Required work:
What is the number of lines in the entries that contain "SOUTHWARK"? Reply with that number only.

(Saved entries)
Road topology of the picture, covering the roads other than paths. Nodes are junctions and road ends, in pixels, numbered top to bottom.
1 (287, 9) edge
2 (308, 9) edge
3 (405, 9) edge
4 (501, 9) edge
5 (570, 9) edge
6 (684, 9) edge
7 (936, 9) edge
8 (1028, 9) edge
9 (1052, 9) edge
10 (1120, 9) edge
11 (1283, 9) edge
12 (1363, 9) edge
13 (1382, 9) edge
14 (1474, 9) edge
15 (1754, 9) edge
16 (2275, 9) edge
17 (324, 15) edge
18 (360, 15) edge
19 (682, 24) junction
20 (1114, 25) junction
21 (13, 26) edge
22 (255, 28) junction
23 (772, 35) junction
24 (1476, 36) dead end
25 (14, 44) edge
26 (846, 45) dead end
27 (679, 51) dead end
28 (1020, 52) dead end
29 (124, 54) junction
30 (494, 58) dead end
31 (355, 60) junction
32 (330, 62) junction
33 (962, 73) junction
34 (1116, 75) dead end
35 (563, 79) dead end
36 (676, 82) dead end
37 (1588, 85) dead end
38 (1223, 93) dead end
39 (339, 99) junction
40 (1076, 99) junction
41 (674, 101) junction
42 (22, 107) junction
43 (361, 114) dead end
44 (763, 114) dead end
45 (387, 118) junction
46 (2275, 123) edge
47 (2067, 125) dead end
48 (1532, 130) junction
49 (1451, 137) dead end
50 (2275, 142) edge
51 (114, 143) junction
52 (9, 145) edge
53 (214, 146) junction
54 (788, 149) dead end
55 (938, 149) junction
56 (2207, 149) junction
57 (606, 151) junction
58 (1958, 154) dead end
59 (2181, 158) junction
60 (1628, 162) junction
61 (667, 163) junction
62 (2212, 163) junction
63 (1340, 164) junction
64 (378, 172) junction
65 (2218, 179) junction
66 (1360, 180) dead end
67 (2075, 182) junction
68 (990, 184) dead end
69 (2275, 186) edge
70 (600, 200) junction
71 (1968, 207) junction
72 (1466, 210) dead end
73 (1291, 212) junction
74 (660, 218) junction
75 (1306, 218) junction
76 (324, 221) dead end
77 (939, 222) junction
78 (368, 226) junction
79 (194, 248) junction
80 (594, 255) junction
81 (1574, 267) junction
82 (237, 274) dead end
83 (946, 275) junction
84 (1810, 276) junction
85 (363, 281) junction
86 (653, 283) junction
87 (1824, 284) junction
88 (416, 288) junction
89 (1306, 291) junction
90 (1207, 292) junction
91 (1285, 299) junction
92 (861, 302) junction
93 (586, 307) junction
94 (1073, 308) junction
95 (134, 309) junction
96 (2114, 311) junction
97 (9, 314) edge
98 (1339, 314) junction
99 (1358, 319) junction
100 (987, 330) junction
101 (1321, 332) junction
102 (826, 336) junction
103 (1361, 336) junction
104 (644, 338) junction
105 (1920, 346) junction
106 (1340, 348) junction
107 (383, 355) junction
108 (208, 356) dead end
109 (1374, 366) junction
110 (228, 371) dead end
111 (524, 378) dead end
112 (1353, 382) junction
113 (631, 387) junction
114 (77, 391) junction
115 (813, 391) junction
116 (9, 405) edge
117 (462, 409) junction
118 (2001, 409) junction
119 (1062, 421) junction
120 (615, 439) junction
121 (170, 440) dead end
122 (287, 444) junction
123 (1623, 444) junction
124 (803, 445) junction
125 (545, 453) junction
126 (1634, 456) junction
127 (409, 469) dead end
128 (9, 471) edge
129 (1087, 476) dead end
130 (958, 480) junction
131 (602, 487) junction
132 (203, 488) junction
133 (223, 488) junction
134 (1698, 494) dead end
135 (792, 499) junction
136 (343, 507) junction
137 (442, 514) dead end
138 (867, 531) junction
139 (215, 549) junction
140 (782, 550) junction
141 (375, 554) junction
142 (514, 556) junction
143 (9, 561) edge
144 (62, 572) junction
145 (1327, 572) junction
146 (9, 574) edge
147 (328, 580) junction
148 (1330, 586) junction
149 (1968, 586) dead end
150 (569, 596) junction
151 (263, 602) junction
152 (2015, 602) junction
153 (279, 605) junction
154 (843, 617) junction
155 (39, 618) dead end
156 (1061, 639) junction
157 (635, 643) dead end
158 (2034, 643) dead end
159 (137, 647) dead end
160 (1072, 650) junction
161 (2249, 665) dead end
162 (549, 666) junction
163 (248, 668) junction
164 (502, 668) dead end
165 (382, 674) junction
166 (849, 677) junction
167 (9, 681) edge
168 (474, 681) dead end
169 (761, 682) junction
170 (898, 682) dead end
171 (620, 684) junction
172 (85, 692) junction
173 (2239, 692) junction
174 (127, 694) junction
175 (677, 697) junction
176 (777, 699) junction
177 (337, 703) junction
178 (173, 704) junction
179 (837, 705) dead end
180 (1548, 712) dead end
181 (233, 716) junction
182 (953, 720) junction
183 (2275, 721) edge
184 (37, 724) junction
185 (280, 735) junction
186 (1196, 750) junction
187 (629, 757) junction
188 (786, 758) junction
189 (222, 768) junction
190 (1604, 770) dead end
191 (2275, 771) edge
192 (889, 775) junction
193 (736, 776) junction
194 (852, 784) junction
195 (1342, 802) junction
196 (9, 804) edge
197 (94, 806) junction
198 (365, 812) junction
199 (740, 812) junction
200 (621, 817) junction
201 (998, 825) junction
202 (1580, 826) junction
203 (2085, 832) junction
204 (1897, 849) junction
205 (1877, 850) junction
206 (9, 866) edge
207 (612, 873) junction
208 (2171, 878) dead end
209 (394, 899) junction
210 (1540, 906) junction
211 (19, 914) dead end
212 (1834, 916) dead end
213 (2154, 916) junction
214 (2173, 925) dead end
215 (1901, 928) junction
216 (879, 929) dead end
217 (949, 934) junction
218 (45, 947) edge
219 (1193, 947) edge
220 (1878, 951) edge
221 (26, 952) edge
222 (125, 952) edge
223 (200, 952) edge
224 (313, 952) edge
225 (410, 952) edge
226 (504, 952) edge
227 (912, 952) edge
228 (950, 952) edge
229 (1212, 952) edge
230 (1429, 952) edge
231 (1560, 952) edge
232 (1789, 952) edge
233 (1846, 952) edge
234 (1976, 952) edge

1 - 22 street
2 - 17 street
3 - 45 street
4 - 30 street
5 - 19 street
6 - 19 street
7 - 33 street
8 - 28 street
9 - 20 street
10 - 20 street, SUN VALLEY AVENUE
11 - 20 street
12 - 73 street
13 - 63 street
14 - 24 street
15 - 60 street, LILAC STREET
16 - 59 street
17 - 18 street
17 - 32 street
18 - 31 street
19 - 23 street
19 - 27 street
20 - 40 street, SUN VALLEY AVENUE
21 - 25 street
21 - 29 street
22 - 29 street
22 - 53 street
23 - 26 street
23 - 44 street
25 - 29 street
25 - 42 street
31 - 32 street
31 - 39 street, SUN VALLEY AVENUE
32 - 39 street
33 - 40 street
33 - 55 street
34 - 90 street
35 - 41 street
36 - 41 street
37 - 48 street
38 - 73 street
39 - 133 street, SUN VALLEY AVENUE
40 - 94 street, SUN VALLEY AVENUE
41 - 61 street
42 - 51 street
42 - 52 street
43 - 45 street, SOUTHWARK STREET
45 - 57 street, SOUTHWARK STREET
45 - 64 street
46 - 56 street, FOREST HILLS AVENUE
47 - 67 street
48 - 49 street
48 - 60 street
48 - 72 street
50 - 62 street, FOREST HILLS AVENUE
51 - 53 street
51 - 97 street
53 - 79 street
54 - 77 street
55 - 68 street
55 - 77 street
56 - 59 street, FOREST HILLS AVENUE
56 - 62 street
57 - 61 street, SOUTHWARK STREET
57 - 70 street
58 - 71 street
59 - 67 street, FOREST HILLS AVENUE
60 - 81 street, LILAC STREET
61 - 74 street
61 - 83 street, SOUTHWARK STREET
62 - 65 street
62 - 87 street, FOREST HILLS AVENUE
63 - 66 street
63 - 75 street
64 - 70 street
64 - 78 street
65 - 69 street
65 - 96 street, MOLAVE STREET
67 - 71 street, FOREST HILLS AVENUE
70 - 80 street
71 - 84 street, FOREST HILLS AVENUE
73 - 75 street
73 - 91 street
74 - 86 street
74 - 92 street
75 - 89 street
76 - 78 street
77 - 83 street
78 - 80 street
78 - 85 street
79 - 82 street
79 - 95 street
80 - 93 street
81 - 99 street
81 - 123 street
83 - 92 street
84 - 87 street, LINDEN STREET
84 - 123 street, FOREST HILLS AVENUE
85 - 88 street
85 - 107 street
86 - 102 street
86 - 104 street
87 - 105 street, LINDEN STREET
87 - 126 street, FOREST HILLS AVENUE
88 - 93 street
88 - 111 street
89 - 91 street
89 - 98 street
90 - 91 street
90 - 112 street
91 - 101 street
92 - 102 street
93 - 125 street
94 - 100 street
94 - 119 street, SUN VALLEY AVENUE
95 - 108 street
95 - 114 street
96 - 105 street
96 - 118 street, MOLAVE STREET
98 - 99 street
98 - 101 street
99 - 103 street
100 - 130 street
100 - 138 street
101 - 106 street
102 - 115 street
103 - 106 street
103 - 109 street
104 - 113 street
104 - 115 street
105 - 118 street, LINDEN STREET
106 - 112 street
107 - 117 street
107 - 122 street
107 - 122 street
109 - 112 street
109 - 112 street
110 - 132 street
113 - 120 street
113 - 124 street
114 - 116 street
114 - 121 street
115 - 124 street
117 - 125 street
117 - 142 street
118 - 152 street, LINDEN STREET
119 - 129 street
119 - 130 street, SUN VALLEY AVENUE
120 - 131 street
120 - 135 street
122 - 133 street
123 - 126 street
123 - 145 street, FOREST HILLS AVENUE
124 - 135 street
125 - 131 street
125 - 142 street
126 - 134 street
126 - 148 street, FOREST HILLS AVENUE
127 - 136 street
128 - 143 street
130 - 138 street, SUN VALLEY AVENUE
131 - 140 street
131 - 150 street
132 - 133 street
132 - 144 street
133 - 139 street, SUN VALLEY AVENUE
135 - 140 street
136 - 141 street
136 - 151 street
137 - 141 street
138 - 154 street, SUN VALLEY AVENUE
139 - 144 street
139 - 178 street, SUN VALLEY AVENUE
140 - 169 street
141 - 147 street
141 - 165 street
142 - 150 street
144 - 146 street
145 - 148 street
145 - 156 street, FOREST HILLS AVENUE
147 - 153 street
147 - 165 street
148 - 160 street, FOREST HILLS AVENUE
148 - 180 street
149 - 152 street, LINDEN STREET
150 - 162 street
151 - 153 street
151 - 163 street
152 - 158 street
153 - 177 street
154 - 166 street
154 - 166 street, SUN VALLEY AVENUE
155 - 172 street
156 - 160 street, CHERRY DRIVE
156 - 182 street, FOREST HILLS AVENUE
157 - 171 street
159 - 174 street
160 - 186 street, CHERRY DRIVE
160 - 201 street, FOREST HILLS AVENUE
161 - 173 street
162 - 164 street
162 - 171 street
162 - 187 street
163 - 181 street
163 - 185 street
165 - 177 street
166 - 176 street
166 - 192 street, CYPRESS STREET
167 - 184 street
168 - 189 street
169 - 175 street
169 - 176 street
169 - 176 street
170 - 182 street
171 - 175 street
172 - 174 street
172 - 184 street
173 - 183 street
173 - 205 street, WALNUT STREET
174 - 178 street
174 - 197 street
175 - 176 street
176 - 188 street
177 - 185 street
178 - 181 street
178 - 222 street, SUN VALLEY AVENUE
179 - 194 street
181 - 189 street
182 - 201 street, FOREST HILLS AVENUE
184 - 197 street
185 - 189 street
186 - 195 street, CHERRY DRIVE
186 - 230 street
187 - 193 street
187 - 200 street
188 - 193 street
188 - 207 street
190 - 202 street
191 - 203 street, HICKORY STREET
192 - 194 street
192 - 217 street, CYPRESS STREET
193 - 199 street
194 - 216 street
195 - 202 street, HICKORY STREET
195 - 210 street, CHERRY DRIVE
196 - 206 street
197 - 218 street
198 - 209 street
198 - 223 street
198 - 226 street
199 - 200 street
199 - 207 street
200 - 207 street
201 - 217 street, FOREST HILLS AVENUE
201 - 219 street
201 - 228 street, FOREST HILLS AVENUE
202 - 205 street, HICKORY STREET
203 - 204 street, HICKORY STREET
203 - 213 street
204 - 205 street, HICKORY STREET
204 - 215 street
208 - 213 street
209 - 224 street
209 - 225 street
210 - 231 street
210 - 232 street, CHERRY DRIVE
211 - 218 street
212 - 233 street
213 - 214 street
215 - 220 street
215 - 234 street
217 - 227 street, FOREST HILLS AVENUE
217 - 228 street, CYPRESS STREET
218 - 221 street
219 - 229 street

Expected output:
4